- _TASK TO COMPLETE_: Only lines containing "Straße" belong in the answer, each copied from the entries below.

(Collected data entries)

====================

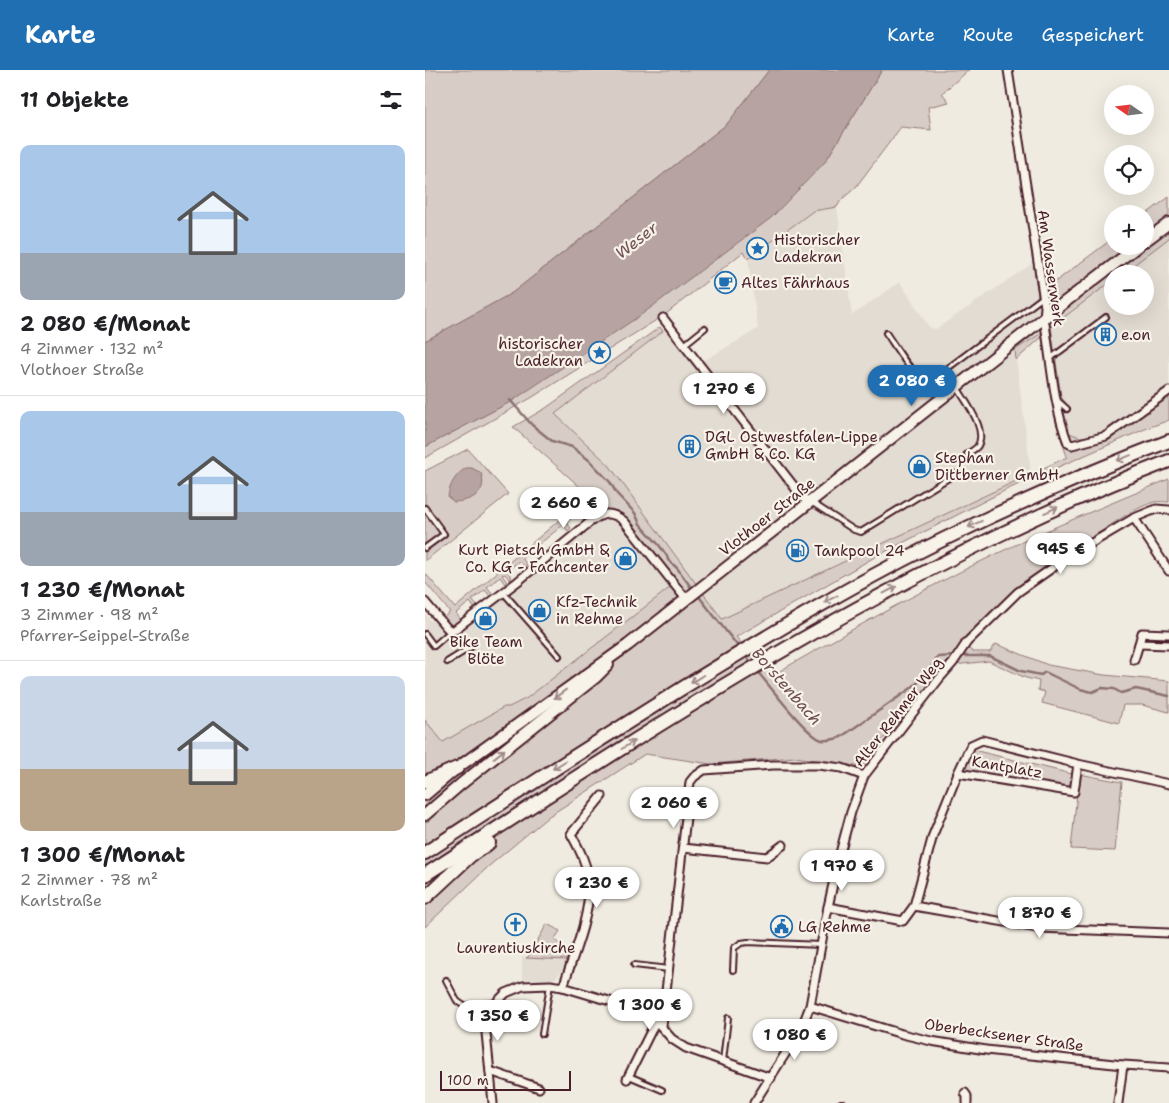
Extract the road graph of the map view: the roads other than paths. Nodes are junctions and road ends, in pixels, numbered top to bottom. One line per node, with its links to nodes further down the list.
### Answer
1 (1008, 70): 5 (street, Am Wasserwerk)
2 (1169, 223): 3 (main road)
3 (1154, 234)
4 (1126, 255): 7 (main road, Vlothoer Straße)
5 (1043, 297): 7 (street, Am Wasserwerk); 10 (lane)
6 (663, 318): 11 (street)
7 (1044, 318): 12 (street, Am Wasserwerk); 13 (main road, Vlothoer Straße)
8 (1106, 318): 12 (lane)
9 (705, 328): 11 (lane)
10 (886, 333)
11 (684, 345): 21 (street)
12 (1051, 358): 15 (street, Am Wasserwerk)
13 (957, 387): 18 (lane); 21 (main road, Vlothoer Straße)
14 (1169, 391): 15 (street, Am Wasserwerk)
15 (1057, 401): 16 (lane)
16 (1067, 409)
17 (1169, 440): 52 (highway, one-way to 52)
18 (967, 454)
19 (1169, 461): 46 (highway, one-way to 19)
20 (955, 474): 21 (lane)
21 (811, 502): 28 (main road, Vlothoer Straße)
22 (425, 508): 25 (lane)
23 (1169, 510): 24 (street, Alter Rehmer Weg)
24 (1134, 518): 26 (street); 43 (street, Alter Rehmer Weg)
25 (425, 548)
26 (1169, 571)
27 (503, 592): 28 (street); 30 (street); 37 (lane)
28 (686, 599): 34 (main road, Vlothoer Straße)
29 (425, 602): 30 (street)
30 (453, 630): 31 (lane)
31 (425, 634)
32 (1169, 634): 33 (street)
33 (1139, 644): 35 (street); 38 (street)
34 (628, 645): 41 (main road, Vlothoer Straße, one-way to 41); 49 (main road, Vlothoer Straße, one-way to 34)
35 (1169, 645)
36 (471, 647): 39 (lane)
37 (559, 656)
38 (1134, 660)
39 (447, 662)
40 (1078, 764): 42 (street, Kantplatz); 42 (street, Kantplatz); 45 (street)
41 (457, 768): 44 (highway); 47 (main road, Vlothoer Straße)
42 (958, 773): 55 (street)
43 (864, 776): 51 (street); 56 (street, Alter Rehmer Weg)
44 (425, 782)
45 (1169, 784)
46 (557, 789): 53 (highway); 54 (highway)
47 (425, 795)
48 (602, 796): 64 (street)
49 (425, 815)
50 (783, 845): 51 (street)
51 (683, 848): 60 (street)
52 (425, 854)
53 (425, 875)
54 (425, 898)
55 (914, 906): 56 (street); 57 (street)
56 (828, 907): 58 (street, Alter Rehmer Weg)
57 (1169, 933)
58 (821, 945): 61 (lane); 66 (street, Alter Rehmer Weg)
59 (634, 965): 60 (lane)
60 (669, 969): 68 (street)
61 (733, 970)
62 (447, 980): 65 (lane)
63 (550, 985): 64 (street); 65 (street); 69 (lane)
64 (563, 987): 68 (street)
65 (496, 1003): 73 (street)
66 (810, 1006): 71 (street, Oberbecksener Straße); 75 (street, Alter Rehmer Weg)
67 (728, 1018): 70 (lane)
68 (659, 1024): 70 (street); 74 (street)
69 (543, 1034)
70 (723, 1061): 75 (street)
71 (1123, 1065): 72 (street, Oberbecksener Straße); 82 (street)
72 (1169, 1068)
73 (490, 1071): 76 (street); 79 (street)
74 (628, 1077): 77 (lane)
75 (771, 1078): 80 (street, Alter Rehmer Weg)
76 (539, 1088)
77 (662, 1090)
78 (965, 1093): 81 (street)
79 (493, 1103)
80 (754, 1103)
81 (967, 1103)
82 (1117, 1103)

====================

- _RESPONSE_:
4 (1126, 255): 7 (main road, Vlothoer Straße)
7 (1044, 318): 12 (street, Am Wasserwerk); 13 (main road, Vlothoer Straße)
13 (957, 387): 18 (lane); 21 (main road, Vlothoer Straße)
21 (811, 502): 28 (main road, Vlothoer Straße)
28 (686, 599): 34 (main road, Vlothoer Straße)
34 (628, 645): 41 (main road, Vlothoer Straße, one-way to 41); 49 (main road, Vlothoer Straße, one-way to 34)
41 (457, 768): 44 (highway); 47 (main road, Vlothoer Straße)
66 (810, 1006): 71 (street, Oberbecksener Straße); 75 (street, Alter Rehmer Weg)
71 (1123, 1065): 72 (street, Oberbecksener Straße); 82 (street)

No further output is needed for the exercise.